According to al-Radad, aside from the known Syrian regime’s stance on Gaza’s events and lack of support for Hamas, while maintaining a diplomatic tone affirming its stand for Palestinian rights, it’s likely this stance similarly applies to Hezbollah.

The Jordanian researcher believes that the Syrian regime’s orientation in these transformations aligns with Russian requests asking Damascus not to intervene in the Gaza war, alongside Arab reconciliations with the Syrian regime in the Jeddah Summit (May 2023).

The new Syrian regime positions represent phases in its profound transformations which could further evolve, especially amidst Iran’s new positions on Hezbollah, according to the Jordanian expert.

On September 24, Iranian President Masoud Pezeshkian stated that “Hezbollah alone cannot stand against a well-armed state with the ability to access weapon systems that far exceed anything else,” referring to Israel, which Tehran used to describe as an entity and raise slogans like “Death to Israel.”
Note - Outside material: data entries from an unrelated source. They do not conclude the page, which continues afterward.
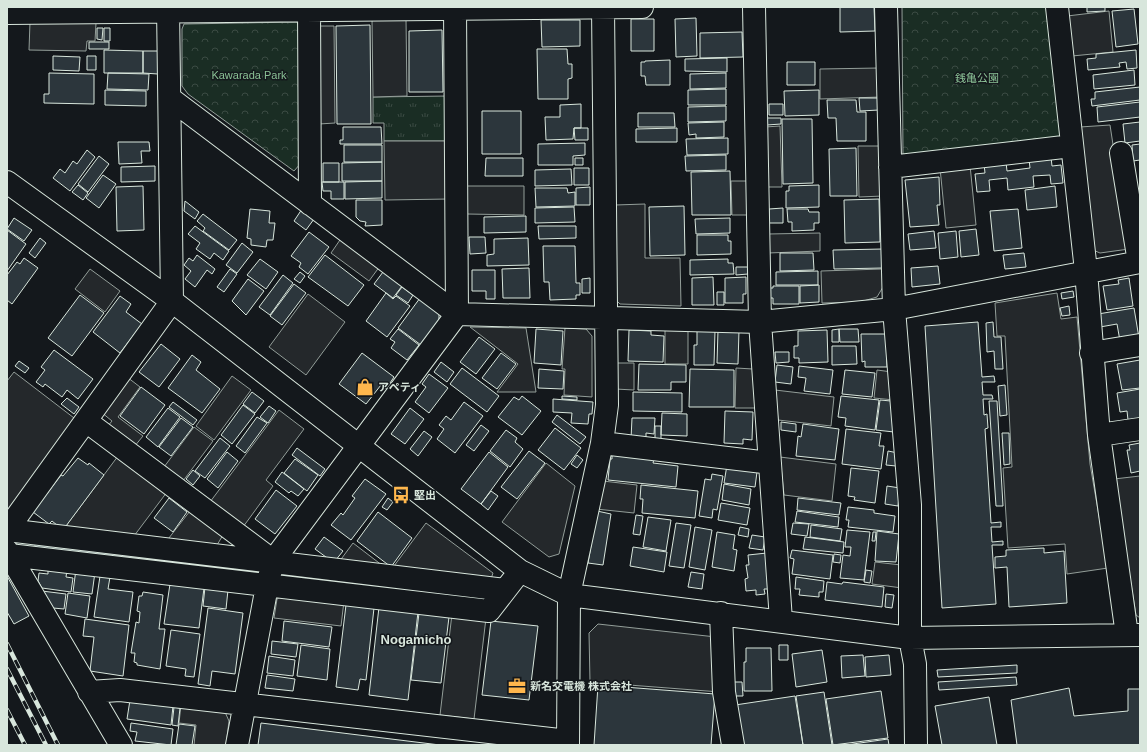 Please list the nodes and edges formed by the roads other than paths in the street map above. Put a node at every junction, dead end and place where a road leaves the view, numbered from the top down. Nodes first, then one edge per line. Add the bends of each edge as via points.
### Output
1 (642, 7) edge
2 (754, 7) edge
3 (886, 7) edge
4 (1056, 7) edge
5 (309, 8) edge
6 (455, 8) edge
7 (603, 8) edge
8 (168, 9) edge
9 (7, 13) edge
10 (171, 99) junction
11 (1072, 146) junction
12 (1121, 153) dead end
13 (890, 168) junction
14 (7, 182) edge
15 (310, 204) junction
16 (1139, 262) edge
17 (1086, 271) junction
18 (172, 301) junction
19 (894, 309) junction
20 (457, 314) junction
21 (606, 318) junction
22 (760, 322) junction
23 (1140, 345) edge
24 (1091, 353) junction
25 (86, 421) junction
26 (1140, 428) edge
27 (1099, 435) junction
28 (602, 443) junction
29 (359, 445) junction
30 (770, 463) junction
31 (7, 530) edge
32 (8, 553) edge
33 (520, 571) junction
34 (270, 574) junction
35 (569, 595) junction
36 (721, 613) junction
37 (781, 620) junction
38 (1134, 635) edge
39 (910, 638) junction
40 (89, 692) junction
41 (246, 703) junction
42 (568, 743) edge
43 (121, 745) edge
44 (237, 745) edge
45 (733, 745) edge
46 (916, 745) edge

1 - 7 street
2 - 22 street
3 - 13 street
4 - 11 street
5 - 6 street
5 - 8 street
5 - 15 street
6 - 7 street
6 - 20 street
7 - 21 street
8 - 9 street
8 - 10 street
10 - 15 street
10 - 18 street
11 - 13 street
11 - 17 street
12 - 16 street
13 - 19 street
14 - 18 street
15 - 20 street
16 - 17 street
17 - 19 street
17 - 24 street
18 - 25 street
18 - 29 street
19 - 22 street
19 - 39 street via 910,505
20 - 21 street
20 - 29 street
21 - 22 street
21 - 28 street via 607,405
22 - 30 street
23 - 24 street
24 - 27 street
25 - 31 street
25 - 34 street
26 - 27 street
27 - 38 street
28 - 30 street
28 - 35 street
29 - 33 street
29 - 34 street
30 - 37 street
31 - 34 street
32 - 34 street
32 - 40 street
33 - 34 street via 488,611
33 - 35 street
34 - 41 street
35 - 36 street
35 - 42 street
36 - 37 street
36 - 45 street via 724,692
37 - 39 street
38 - 39 street
39 - 46 street via 915,664
40 - 41 street via 120,690
40 - 43 street
41 - 42 street
41 - 44 street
During an interview with American CNN, Pezeshkian added, “What can Hezbollah do alone? Regional and Islamic countries must convene to formulate a reaction before anything more serious occurs.”

Al-Assad and Nasrallah..

Ally or Rival?

The relationship between the Syrian regime with the Lebanese Hezbollah under both Assads, father and son, has been described as a relationship of “brotherhood and loyalty” and deemed “solid and strong,” with Syria considered, according to Hezbollah’s Secretary-General Hassan Nasrallah, the “backbone of the resistance,” while the party acknowledges Syria as “Assad’s Syria,” standing by the regime as a weapon against Syrians following the uprising, causing bloodshed and displacement, preventing its fall (alongside other forces).

The official Syrian decision has supported and aided Hezbollah since its establishment in 1982 with Iranian sponsorship, with Hafez al-Assad showing sympathy to the group, directing the Syrian military leadership and security apparatus to assist it, not envisioning Iran’s scheme in transforming Hezbollah into a military and political base serving its strategic goals, or its ambition in regional expansion, as noted by former Syrian Vice President Abdel Halim Khaddam in his book “The Syrian-Iranian Alliance and the Region.”

After Hafez al-Assad’s death, Hezbollah’s Secretary-General Hassan Nasrallah stated in 2001 that Assad was “always on the firing line, in the resistance arena, in the heart of the conflict,” and that “the corrective movement led by [him] provided a solid base for resistance and steadfastness on truths.”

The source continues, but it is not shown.